> **What you are asked to do**:
Every record here needs to be retyped exactly.

> **Task material**:
-.-.-

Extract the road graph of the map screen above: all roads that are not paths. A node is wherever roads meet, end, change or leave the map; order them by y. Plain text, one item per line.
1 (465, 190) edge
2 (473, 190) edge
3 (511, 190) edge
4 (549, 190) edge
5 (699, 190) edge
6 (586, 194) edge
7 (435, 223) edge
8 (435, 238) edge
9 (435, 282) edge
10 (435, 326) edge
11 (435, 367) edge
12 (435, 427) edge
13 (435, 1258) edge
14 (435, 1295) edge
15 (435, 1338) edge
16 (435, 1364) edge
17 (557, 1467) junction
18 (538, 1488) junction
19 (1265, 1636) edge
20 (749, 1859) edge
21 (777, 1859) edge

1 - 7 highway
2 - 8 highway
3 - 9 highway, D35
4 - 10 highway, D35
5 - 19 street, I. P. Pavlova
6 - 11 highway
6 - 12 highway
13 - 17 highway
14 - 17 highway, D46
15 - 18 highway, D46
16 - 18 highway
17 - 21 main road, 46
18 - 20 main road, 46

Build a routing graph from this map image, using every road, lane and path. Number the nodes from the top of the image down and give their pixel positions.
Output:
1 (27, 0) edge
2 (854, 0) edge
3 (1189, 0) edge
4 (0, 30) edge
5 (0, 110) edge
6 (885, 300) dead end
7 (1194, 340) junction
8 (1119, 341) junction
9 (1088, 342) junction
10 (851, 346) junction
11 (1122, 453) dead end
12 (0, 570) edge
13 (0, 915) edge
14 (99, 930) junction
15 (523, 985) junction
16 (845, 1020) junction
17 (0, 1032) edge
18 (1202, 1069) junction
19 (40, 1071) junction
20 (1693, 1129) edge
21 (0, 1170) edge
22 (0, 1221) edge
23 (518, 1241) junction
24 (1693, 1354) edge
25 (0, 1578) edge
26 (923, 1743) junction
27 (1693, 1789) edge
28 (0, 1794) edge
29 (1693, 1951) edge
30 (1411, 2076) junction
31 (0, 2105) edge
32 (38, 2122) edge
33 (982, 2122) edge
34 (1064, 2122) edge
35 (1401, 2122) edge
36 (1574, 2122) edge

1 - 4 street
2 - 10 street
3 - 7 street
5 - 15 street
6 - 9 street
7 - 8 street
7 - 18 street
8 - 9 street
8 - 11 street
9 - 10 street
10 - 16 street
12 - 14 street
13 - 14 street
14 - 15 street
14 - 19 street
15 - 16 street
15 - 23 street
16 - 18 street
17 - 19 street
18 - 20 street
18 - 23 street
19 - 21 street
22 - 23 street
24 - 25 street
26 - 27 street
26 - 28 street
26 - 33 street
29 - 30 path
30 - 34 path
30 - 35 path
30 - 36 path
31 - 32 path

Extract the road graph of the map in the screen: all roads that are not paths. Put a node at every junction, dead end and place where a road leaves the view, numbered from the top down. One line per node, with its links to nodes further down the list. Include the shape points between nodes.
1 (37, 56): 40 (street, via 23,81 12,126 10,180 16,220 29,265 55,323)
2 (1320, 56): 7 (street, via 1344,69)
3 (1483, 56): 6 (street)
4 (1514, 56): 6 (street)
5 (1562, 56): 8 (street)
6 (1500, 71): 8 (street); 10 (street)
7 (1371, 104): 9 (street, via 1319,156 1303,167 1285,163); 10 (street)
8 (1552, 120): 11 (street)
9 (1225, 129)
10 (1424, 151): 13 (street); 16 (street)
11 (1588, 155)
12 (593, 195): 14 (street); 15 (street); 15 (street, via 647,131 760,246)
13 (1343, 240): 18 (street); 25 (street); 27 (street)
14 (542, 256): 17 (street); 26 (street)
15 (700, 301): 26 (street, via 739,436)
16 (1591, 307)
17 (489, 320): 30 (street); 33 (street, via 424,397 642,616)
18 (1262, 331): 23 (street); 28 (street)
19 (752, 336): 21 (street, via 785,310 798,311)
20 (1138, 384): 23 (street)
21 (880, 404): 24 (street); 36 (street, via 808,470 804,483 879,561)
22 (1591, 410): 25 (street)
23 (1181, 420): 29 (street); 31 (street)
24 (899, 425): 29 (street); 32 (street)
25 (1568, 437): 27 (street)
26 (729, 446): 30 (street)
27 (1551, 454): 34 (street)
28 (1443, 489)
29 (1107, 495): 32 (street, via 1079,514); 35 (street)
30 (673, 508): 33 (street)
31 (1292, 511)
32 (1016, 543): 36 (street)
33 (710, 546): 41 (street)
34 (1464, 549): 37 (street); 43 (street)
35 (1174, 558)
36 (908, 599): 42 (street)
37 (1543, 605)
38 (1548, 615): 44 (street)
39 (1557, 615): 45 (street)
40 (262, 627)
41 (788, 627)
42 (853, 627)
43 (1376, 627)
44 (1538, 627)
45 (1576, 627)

-.-.-

> **Response to this exercise**:
Extract the road graph of the map screen above: all roads that are not paths. A node is wherever roads meet, end, change or leave the map; order them by y. Plain text, one item per line.
1 (465, 190) edge
2 (473, 190) edge
3 (511, 190) edge
4 (549, 190) edge
5 (699, 190) edge
6 (586, 194) edge
7 (435, 223) edge
8 (435, 238) edge
9 (435, 282) edge
10 (435, 326) edge
11 (435, 367) edge
12 (435, 427) edge
13 (435, 1258) edge
14 (435, 1295) edge
15 (435, 1338) edge
16 (435, 1364) edge
17 (557, 1467) junction
18 (538, 1488) junction
19 (1265, 1636) edge
20 (749, 1859) edge
21 (777, 1859) edge

1 - 7 highway
2 - 8 highway
3 - 9 highway, D35
4 - 10 highway, D35
5 - 19 street, I. P. Pavlova
6 - 11 highway
6 - 12 highway
13 - 17 highway
14 - 17 highway, D46
15 - 18 highway, D46
16 - 18 highway
17 - 21 main road, 46
18 - 20 main road, 46

Build a routing graph from this map image, using every road, lane and path. Number the nodes from the top of the image down and give their pixel positions.
Output:
1 (27, 0) edge
2 (854, 0) edge
3 (1189, 0) edge
4 (0, 30) edge
5 (0, 110) edge
6 (885, 300) dead end
7 (1194, 340) junction
8 (1119, 341) junction
9 (1088, 342) junction
10 (851, 346) junction
11 (1122, 453) dead end
12 (0, 570) edge
13 (0, 915) edge
14 (99, 930) junction
15 (523, 985) junction
16 (845, 1020) junction
17 (0, 1032) edge
18 (1202, 1069) junction
19 (40, 1071) junction
20 (1693, 1129) edge
21 (0, 1170) edge
22 (0, 1221) edge
23 (518, 1241) junction
24 (1693, 1354) edge
25 (0, 1578) edge
26 (923, 1743) junction
27 (1693, 1789) edge
28 (0, 1794) edge
29 (1693, 1951) edge
30 (1411, 2076) junction
31 (0, 2105) edge
32 (38, 2122) edge
33 (982, 2122) edge
34 (1064, 2122) edge
35 (1401, 2122) edge
36 (1574, 2122) edge

1 - 4 street
2 - 10 street
3 - 7 street
5 - 15 street
6 - 9 street
7 - 8 street
7 - 18 street
8 - 9 street
8 - 11 street
9 - 10 street
10 - 16 street
12 - 14 street
13 - 14 street
14 - 15 street
14 - 19 street
15 - 16 street
15 - 23 street
16 - 18 street
17 - 19 street
18 - 20 street
18 - 23 street
19 - 21 street
22 - 23 street
24 - 25 street
26 - 27 street
26 - 28 street
26 - 33 street
29 - 30 path
30 - 34 path
30 - 35 path
30 - 36 path
31 - 32 path

Extract the road graph of the map in the screen: all roads that are not paths. Put a node at every junction, dead end and place where a road leaves the view, numbered from the top down. One line per node, with its links to nodes further down the list. Include the shape points between nodes.
1 (37, 56): 40 (street, via 23,81 12,126 10,180 16,220 29,265 55,323)
2 (1320, 56): 7 (street, via 1344,69)
3 (1483, 56): 6 (street)
4 (1514, 56): 6 (street)
5 (1562, 56): 8 (street)
6 (1500, 71): 8 (street); 10 (street)
7 (1371, 104): 9 (street, via 1319,156 1303,167 1285,163); 10 (street)
8 (1552, 120): 11 (street)
9 (1225, 129)
10 (1424, 151): 13 (street); 16 (street)
11 (1588, 155)
12 (593, 195): 14 (street); 15 (street); 15 (street, via 647,131 760,246)
13 (1343, 240): 18 (street); 25 (street); 27 (street)
14 (542, 256): 17 (street); 26 (street)
15 (700, 301): 26 (street, via 739,436)
16 (1591, 307)
17 (489, 320): 30 (street); 33 (street, via 424,397 642,616)
18 (1262, 331): 23 (street); 28 (street)
19 (752, 336): 21 (street, via 785,310 798,311)
20 (1138, 384): 23 (street)
21 (880, 404): 24 (street); 36 (street, via 808,470 804,483 879,561)
22 (1591, 410): 25 (street)
23 (1181, 420): 29 (street); 31 (street)
24 (899, 425): 29 (street); 32 (street)
25 (1568, 437): 27 (street)
26 (729, 446): 30 (street)
27 (1551, 454): 34 (street)
28 (1443, 489)
29 (1107, 495): 32 (street, via 1079,514); 35 (street)
30 (673, 508): 33 (street)
31 (1292, 511)
32 (1016, 543): 36 (street)
33 (710, 546): 41 (street)
34 (1464, 549): 37 (street); 43 (street)
35 (1174, 558)
36 (908, 599): 42 (street)
37 (1543, 605)
38 (1548, 615): 44 (street)
39 (1557, 615): 45 (street)
40 (262, 627)
41 (788, 627)
42 (853, 627)
43 (1376, 627)
44 (1538, 627)
45 (1576, 627)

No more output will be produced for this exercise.